Access Modifiers of import

import can be modified by the access modifiers private, internal, protected, and public. The import modified by public, protected, or internal can re-export the imported members (unless the imported members are unavailable in the package due to name conflicts or being shadowed). Other packages can import these re-exported objects through import according to the access rules of [Access Modifiers]. Specifically:

private import: The imported content can be accessed only in the current file. private is the default modifier of import. An import without an access modifier is equivalent to a private import.
internal import: The imported content can be accessed in the current package and its subpackages (including subpackages of subpackages). Explicit import is required for non-current packet access.
protected import: The imported content can be accessed in the current module. Explicit import is required for non-current packet access.
public import: The imported content can be accessed externally. Explicit import is required for non-current packet access.

In the following example, b is a subpackage of a, and a re-exports the f function that is defined in b through public import:

package a

public let x = 0
public import a.b.f

internal package a.b

public func f() { 0 }

import a.f  // ok
let _ = f() // ok

//// case 1
package demo

public import std.time.Duration // warning: imported 'Duration' is shadowed

struct Duration {}

//// case 2
// ./a.cj
package demo

public import std.time.Duration

// ./b.cj
package demo

func f() {
    let a: Duration = Duration.second // ok, access the re-exported 'Duration'
}

//// case 3
// ./a/a.cj
package demo.a

public let x = 0

// ./b/b.cj
package demo.b

public import demo.a.* // warning: imported 'x' is shadowed, will not re-export 'demo.a.x'

var x = 0

//// case 4
// ./a/a.cj
package demo.a

public let x = 0

// ./b/b.cj
package demo.b

public let x = 0

// ./c/c.cj
package demo.c

public import demo.a.* // warning, because there are duplicate names, will not re-export 'demo.a.x'
public import demo.b.* // warning, because there are duplicate names, will not re-export 'demo.b.x'

It is worth noting that packages cannot be re-exported. If a package is imported by an import, the import cannot be modified by public, protected, or internal.

public import a.b // error: cannot re-export package

Program Entry

The syntax of the program entry is as follows:

mainDefinition
    : 'main' functionParameters (':' type)? block
    ;

The entry of the Cangjie program is main, which is not a function. Each package can have at most one program entry main which can be defined only at the top level. When a package is compiled into a library, main is ignored by the compiler and is not recognized as a program entry.
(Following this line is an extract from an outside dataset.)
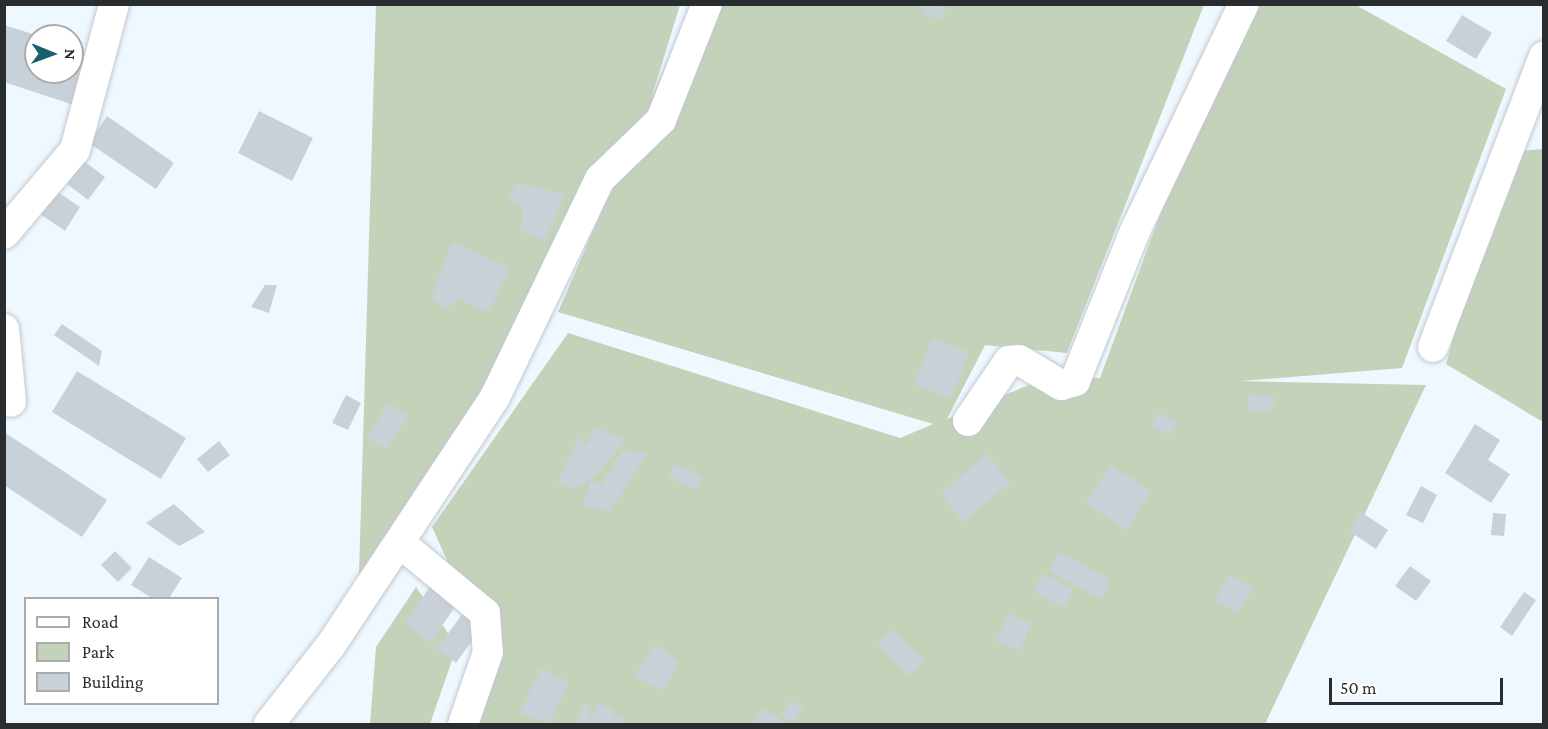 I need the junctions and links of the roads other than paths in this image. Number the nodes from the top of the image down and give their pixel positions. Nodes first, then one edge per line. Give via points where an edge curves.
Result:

If the package is compiled by generating an executable file (specified by the user), the compiler searches for main at the top level of the package. If no main is found or multiple main entries are found, the compiler reports an error. If only one main is found, the compiler checks its parameters and return value types.

A main may have no parameters or have parameters of the Array<String> type, and the return value type can be Unit or integer.